## [Directions for this task]
Extract all lines from the data beneath that include the word "image".

Records from a data collection
• • •

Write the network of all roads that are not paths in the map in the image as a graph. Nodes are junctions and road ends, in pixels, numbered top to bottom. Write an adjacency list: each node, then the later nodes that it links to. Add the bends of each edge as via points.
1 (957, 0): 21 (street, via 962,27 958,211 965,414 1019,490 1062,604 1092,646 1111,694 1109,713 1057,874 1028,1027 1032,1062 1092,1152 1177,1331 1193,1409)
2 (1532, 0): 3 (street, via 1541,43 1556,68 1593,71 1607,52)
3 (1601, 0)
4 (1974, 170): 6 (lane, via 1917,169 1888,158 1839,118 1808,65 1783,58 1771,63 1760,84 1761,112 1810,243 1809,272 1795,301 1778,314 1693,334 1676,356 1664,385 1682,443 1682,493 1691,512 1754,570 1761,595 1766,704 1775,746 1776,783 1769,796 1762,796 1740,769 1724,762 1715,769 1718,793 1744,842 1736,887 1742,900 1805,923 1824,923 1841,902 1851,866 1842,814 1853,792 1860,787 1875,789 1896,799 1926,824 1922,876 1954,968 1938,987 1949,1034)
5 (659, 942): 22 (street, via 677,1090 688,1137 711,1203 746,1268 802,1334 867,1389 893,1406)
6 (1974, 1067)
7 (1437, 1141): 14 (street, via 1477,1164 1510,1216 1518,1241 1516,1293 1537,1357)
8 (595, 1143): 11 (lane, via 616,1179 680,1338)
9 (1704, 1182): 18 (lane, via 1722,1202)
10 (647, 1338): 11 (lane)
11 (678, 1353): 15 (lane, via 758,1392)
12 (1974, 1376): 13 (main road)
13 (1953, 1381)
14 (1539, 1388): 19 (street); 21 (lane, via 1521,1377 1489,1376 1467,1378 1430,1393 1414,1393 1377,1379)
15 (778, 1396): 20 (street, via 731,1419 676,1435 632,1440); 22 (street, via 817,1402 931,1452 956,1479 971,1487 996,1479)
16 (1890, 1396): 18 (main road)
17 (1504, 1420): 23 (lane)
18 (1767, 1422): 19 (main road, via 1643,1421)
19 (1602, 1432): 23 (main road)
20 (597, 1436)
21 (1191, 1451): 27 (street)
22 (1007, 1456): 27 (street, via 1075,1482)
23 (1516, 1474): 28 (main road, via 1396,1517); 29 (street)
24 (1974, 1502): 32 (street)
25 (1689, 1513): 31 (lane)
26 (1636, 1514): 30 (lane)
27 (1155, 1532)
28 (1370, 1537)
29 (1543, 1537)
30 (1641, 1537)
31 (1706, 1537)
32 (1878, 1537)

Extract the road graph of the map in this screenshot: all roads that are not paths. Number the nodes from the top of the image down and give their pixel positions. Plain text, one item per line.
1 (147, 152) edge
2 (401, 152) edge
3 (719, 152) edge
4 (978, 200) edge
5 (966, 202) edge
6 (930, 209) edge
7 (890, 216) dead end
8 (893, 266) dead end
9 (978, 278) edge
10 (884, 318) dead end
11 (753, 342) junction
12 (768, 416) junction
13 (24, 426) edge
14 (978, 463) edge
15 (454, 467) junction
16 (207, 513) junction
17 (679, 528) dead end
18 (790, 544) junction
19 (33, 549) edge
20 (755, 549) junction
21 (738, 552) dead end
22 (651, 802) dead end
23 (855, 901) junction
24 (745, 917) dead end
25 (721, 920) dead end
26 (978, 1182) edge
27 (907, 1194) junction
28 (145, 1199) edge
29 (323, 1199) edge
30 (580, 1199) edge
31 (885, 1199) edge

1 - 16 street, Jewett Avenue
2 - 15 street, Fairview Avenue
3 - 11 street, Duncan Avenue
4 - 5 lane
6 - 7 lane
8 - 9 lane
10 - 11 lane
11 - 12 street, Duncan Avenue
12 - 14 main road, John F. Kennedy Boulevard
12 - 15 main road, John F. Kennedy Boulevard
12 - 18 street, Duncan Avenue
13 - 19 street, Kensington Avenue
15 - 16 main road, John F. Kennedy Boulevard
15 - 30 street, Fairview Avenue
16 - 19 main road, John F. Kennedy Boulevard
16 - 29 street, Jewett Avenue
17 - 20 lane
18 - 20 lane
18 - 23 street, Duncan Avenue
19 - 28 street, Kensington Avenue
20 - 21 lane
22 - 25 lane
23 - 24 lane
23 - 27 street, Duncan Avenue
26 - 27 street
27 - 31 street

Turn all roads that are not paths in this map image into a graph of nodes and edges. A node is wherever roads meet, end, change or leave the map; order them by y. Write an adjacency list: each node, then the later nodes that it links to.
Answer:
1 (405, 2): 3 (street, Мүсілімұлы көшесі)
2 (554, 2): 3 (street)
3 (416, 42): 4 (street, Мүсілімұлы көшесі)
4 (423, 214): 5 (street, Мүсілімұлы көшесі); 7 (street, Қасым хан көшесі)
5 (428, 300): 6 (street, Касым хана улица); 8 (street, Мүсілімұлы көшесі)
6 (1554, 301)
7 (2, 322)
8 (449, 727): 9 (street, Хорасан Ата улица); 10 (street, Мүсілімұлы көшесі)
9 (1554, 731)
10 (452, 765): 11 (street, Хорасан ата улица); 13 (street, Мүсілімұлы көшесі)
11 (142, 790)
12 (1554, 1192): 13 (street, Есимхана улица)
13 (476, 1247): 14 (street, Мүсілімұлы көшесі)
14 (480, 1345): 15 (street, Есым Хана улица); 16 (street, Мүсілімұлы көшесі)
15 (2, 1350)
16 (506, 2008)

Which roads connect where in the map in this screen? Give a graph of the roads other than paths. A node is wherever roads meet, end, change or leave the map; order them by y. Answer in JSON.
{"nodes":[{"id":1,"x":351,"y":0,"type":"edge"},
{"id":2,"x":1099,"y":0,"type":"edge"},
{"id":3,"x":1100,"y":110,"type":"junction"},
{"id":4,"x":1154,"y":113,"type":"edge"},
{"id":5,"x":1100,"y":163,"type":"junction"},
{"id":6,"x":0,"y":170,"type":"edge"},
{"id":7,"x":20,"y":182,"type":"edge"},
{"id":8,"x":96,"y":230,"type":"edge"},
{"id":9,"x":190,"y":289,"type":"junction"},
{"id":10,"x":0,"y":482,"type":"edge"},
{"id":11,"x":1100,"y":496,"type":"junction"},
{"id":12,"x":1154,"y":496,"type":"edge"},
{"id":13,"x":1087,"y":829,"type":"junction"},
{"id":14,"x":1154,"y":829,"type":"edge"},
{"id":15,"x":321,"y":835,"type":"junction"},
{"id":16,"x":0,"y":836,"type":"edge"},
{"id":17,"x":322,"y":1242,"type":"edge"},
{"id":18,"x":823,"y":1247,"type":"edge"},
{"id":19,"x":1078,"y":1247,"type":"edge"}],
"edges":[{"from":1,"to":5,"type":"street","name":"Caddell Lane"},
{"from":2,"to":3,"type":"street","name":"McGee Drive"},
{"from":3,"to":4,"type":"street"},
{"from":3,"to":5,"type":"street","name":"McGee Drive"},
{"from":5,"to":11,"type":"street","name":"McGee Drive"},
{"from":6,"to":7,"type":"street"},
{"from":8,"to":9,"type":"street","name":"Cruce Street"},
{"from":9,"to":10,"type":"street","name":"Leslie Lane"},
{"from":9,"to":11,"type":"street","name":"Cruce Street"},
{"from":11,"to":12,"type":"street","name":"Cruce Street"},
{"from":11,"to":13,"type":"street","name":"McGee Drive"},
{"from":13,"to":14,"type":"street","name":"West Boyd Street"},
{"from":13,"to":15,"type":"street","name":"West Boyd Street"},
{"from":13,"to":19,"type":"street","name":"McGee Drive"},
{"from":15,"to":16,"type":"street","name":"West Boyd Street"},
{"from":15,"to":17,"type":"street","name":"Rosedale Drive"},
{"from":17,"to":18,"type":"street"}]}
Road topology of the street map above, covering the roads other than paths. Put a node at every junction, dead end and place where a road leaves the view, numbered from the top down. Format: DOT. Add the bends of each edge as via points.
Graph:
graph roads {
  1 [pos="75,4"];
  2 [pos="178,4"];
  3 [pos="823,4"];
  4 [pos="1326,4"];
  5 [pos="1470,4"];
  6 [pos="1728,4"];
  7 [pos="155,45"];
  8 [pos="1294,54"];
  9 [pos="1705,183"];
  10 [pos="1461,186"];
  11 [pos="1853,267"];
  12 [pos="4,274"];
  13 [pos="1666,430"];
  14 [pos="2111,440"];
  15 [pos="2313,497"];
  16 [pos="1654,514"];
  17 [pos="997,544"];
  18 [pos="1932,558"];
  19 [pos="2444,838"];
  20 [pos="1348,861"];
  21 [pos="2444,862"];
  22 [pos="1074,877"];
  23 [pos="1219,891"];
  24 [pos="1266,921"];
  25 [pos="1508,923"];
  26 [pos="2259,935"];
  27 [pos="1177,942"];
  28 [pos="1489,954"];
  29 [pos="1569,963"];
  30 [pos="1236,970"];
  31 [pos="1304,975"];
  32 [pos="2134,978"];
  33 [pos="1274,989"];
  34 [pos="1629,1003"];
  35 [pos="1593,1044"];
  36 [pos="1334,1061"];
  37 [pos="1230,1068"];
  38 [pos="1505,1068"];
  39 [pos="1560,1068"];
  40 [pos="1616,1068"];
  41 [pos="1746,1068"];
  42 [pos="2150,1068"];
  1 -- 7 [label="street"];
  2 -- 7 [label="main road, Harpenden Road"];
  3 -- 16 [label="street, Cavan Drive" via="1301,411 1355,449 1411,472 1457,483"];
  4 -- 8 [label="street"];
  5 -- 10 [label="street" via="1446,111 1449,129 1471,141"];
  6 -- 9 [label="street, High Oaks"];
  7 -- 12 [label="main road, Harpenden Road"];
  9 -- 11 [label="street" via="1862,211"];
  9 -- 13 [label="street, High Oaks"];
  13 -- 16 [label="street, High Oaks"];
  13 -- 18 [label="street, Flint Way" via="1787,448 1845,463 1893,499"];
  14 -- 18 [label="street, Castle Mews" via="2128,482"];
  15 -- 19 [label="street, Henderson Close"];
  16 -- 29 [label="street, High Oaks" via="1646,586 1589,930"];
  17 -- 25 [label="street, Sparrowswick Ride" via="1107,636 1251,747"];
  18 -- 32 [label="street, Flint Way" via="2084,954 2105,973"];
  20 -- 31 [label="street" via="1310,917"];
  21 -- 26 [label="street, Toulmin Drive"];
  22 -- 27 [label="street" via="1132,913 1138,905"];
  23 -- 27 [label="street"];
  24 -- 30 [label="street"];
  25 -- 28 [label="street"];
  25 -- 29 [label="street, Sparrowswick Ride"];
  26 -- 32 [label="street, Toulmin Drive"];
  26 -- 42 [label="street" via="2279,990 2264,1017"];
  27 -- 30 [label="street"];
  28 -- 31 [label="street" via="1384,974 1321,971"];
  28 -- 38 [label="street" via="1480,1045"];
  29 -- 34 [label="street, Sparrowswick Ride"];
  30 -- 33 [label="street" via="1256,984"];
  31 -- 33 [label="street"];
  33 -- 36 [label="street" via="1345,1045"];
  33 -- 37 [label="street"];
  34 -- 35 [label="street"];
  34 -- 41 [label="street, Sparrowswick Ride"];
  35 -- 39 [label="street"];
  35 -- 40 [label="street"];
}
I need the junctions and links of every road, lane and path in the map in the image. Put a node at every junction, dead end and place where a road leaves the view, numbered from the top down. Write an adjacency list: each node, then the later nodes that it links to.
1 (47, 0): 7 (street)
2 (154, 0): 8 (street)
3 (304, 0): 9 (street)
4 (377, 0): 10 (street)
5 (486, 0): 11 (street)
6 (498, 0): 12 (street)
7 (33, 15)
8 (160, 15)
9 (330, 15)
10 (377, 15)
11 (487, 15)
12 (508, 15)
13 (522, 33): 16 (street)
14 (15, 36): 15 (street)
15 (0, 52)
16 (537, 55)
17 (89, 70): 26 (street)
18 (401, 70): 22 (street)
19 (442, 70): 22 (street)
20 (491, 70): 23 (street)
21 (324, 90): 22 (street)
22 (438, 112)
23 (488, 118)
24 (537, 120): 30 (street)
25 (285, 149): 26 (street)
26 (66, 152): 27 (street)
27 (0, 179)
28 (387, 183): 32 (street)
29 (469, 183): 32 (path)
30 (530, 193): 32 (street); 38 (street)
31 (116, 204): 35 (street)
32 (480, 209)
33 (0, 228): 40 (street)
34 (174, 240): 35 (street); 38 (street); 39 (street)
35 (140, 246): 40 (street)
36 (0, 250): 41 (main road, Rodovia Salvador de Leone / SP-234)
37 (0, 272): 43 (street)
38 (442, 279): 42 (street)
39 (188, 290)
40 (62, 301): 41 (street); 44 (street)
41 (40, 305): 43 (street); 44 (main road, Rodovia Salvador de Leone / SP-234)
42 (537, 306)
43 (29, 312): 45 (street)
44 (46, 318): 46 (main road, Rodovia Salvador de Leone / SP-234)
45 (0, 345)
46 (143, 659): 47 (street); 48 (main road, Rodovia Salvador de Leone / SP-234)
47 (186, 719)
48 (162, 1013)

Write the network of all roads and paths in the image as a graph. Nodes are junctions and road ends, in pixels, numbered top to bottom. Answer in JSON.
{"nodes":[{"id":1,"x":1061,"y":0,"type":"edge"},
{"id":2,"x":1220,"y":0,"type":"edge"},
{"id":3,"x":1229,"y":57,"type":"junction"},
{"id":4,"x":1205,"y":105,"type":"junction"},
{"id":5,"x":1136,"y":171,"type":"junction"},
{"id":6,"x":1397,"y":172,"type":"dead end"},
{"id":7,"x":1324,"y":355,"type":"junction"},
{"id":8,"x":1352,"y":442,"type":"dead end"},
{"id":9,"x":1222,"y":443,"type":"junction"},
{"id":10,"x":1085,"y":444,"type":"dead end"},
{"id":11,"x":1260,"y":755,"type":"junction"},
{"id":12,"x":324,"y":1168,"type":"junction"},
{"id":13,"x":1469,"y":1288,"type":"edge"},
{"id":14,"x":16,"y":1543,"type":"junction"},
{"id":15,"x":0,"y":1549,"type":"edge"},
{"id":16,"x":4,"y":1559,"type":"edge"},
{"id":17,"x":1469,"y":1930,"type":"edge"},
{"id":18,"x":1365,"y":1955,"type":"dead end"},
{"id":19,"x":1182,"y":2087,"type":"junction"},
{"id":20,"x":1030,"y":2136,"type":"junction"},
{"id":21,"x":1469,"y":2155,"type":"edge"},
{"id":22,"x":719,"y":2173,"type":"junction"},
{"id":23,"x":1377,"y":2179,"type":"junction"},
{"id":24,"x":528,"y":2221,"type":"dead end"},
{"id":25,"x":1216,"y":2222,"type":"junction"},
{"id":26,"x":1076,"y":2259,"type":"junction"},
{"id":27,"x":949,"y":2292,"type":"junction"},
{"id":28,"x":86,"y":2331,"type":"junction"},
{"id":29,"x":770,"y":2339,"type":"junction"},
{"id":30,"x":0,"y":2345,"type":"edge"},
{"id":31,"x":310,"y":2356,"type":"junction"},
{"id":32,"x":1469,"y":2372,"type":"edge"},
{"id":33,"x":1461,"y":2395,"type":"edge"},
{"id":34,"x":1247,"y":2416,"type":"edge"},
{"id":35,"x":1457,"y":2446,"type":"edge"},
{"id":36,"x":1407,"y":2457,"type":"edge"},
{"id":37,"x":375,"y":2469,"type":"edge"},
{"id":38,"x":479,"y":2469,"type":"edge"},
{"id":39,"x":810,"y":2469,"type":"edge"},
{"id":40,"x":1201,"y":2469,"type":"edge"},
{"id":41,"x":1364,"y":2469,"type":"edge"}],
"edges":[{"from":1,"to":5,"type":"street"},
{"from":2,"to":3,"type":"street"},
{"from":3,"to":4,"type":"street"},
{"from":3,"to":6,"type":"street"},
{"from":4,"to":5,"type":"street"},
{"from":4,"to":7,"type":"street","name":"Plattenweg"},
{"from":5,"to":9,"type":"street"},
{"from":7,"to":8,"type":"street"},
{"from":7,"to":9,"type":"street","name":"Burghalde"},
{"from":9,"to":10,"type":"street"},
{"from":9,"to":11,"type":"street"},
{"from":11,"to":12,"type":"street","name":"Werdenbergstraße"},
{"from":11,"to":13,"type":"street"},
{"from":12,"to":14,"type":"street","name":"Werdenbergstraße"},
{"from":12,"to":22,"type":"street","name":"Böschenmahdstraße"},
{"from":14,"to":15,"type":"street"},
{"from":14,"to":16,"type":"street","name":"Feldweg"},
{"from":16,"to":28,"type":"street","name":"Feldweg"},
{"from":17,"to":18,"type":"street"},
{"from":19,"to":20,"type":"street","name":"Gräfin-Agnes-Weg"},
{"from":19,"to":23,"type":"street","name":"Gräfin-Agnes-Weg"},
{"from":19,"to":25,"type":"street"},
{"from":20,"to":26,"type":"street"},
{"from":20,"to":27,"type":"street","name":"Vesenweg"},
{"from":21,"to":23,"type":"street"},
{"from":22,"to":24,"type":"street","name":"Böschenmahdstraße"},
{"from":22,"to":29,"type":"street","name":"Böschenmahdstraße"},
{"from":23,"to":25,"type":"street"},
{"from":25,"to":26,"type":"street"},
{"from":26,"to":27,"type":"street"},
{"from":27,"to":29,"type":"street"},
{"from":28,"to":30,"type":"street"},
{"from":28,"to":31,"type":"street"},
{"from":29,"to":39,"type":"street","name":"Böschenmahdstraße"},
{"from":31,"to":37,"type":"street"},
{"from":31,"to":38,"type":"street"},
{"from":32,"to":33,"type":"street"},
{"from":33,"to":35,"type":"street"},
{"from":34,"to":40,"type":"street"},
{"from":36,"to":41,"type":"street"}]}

• • •

## [Exercise output]
Write the network of all roads that are not paths in the map in the image as a graph. Nodes are junctions and road ends, in pixels, numbered top to bottom. Write an adjacency list: each node, then the later nodes that it links to. Add the bends of each edge as via points.
Extract the road graph of the map in this screenshot: all roads that are not paths. Number the nodes from the top of the image down and give their pixel positions. Plain text, one item per line.
Turn all roads that are not paths in this map image into a graph of nodes and edges. A node is wherever roads meet, end, change or leave the map; order them by y. Write an adjacency list: each node, then the later nodes that it links to.
I need the junctions and links of every road, lane and path in the map in the image. Put a node at every junction, dead end and place where a road leaves the view, numbered from the top down. Write an adjacency list: each node, then the later nodes that it links to.
Write the network of all roads and paths in the image as a graph. Nodes are junctions and road ends, in pixels, numbered top to bottom. Answer in JSON.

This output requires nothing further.